▶ _Records for the exercise_
+---+

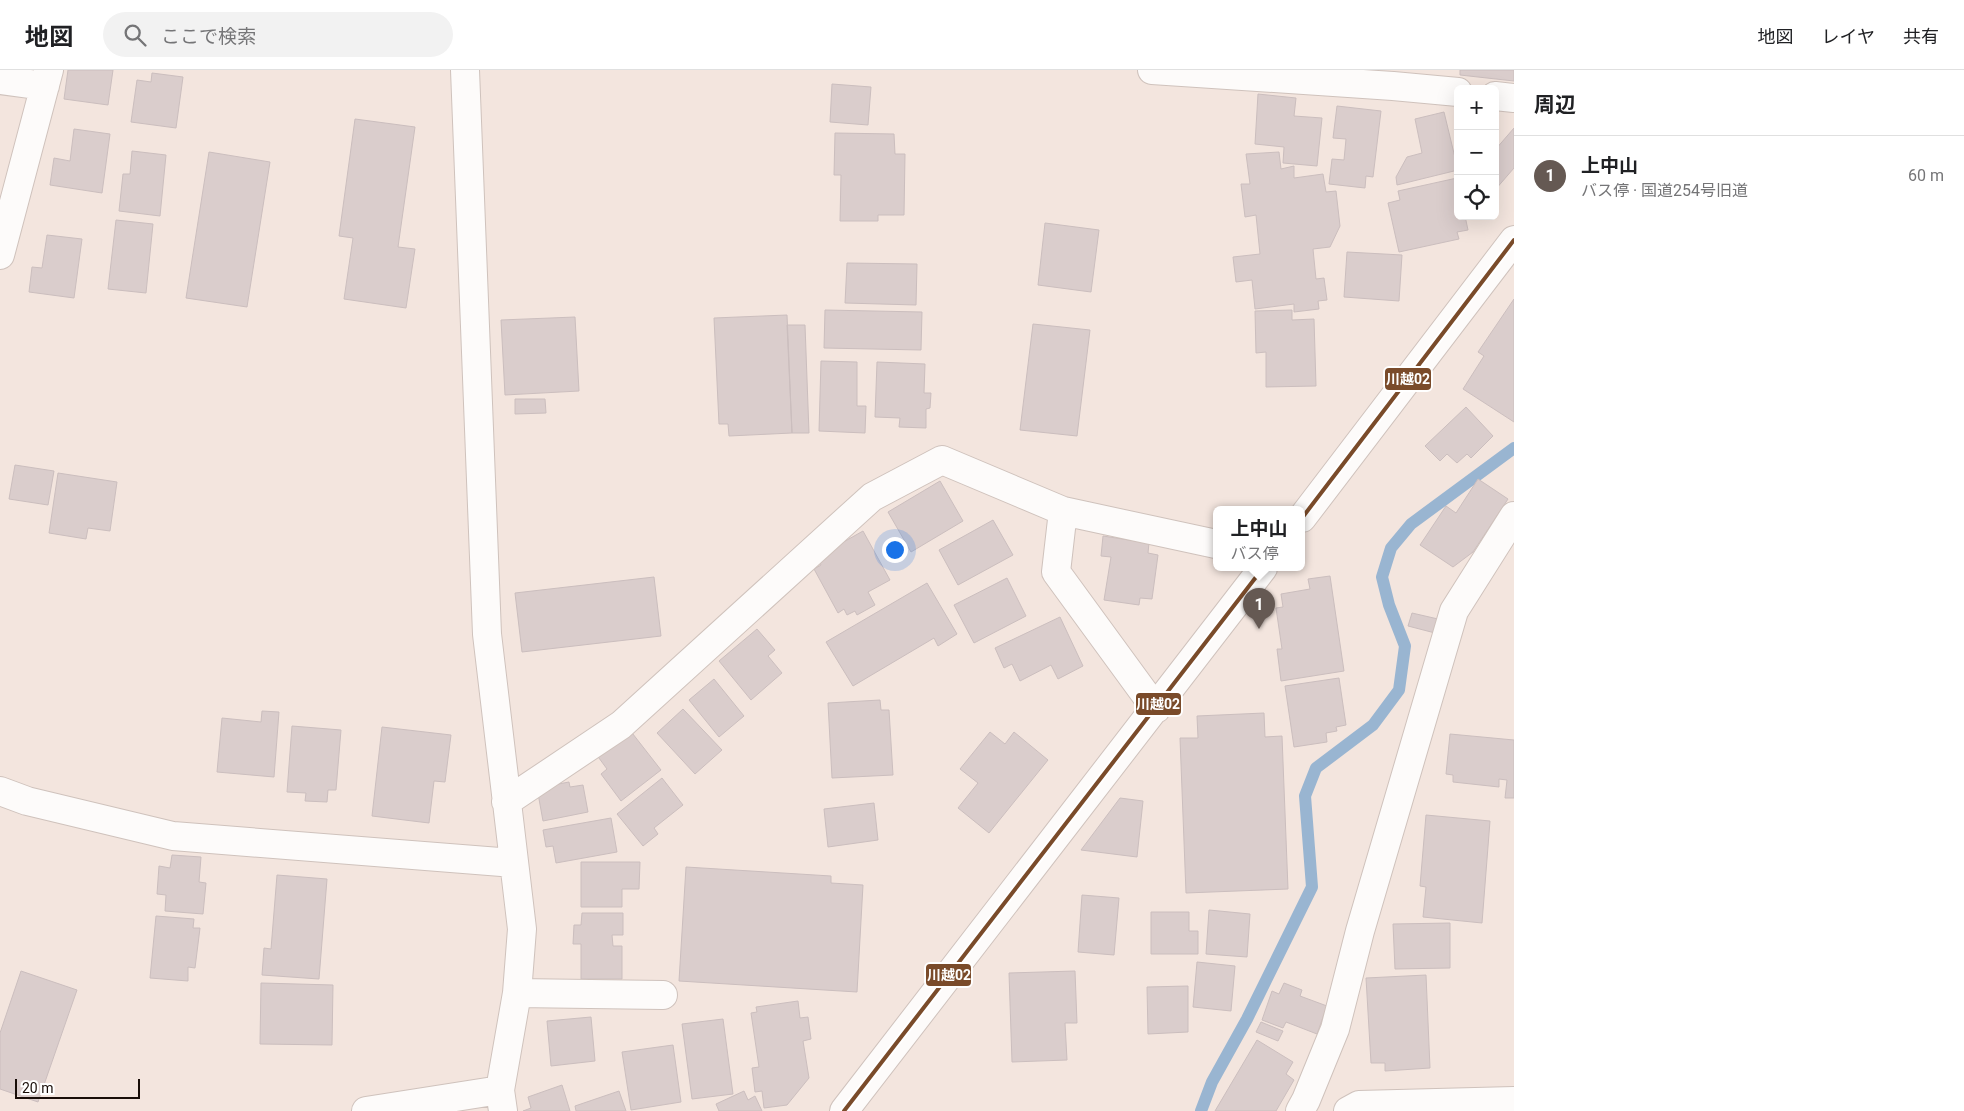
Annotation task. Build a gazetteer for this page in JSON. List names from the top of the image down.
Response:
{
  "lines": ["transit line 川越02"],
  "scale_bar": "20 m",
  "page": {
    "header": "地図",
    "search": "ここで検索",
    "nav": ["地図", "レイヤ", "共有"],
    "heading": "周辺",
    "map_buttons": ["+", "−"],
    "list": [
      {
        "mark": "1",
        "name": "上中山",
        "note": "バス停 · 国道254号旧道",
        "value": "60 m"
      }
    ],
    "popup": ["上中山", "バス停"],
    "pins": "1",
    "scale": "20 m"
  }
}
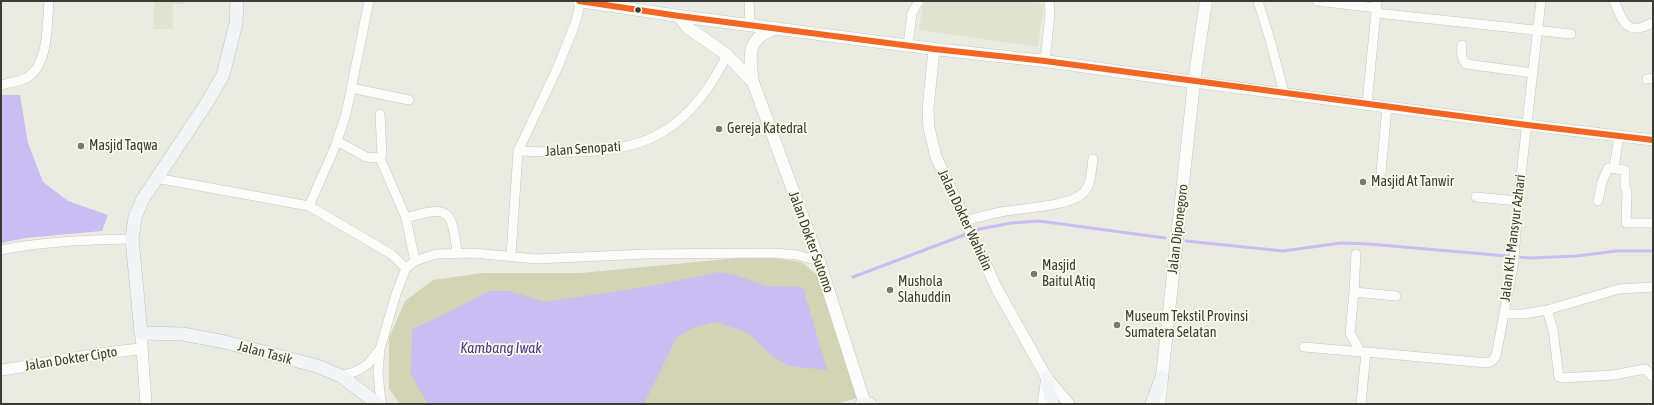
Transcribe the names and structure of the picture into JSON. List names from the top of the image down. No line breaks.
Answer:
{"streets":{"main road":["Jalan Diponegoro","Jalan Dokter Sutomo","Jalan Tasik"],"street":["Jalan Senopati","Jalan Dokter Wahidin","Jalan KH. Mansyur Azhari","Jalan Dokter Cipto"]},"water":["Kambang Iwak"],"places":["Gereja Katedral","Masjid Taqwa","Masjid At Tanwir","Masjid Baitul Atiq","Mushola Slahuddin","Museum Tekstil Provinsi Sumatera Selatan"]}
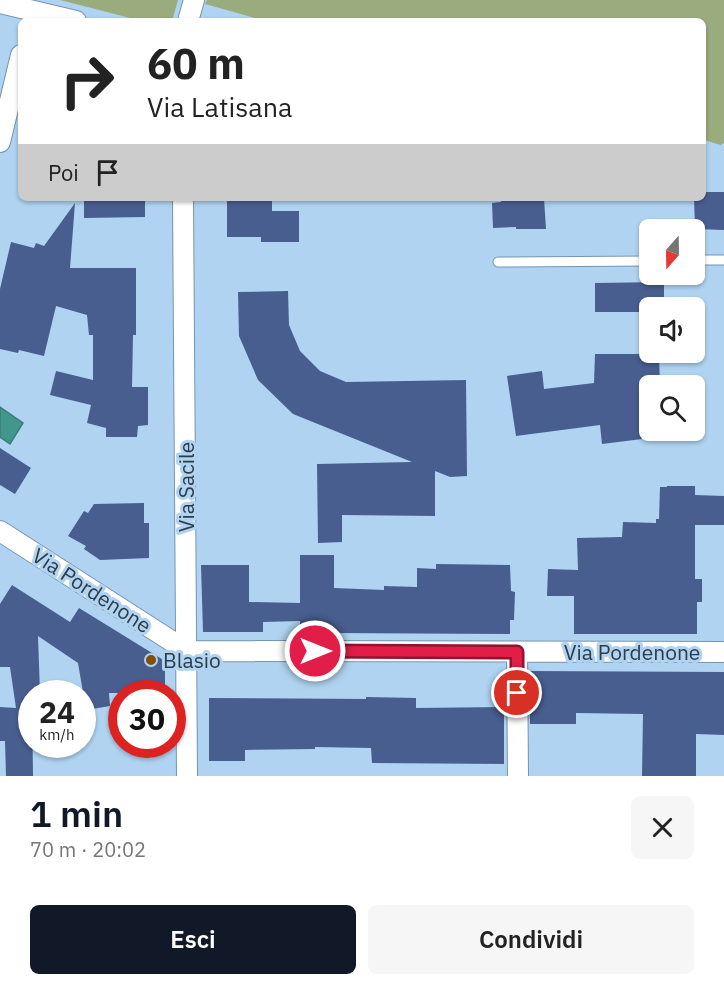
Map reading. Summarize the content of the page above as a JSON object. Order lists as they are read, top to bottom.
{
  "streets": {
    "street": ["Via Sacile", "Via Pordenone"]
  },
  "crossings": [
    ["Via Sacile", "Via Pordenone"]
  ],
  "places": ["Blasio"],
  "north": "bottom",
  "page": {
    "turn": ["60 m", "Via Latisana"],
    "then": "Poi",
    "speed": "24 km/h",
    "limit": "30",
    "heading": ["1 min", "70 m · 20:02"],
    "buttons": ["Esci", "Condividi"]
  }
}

+---+

▶ _Task directions_
Transcribe the records above exactly, omitting every picture they contain.

▶ _Answer space_
Annotation task. Build a gazetteer for this page in JSON. List names from the top of the image down.
Response:
{
  "lines": ["transit line 川越02"],
  "scale_bar": "20 m",
  "page": {
    "header": "地図",
    "search": "ここで検索",
    "nav": ["地図", "レイヤ", "共有"],
    "heading": "周辺",
    "map_buttons": ["+", "−"],
    "list": [
      {
        "mark": "1",
        "name": "上中山",
        "note": "バス停 · 国道254号旧道",
        "value": "60 m"
      }
    ],
    "popup": ["上中山", "バス停"],
    "pins": "1",
    "scale": "20 m"
  }
}
Transcribe the names and structure of the picture into JSON. List names from the top of the image down. No line breaks.
Answer:
{"streets":{"main road":["Jalan Diponegoro","Jalan Dokter Sutomo","Jalan Tasik"],"street":["Jalan Senopati","Jalan Dokter Wahidin","Jalan KH. Mansyur Azhari","Jalan Dokter Cipto"]},"water":["Kambang Iwak"],"places":["Gereja Katedral","Masjid Taqwa","Masjid At Tanwir","Masjid Baitul Atiq","Mushola Slahuddin","Museum Tekstil Provinsi Sumatera Selatan"]}
Map reading. Summarize the content of the page above as a JSON object. Order lists as they are read, top to bottom.
{
  "streets": {
    "street": ["Via Sacile", "Via Pordenone"]
  },
  "crossings": [
    ["Via Sacile", "Via Pordenone"]
  ],
  "places": ["Blasio"],
  "north": "bottom",
  "page": {
    "turn": ["60 m", "Via Latisana"],
    "then": "Poi",
    "speed": "24 km/h",
    "limit": "30",
    "heading": ["1 min", "70 m · 20:02"],
    "buttons": ["Esci", "Condividi"]
  }
}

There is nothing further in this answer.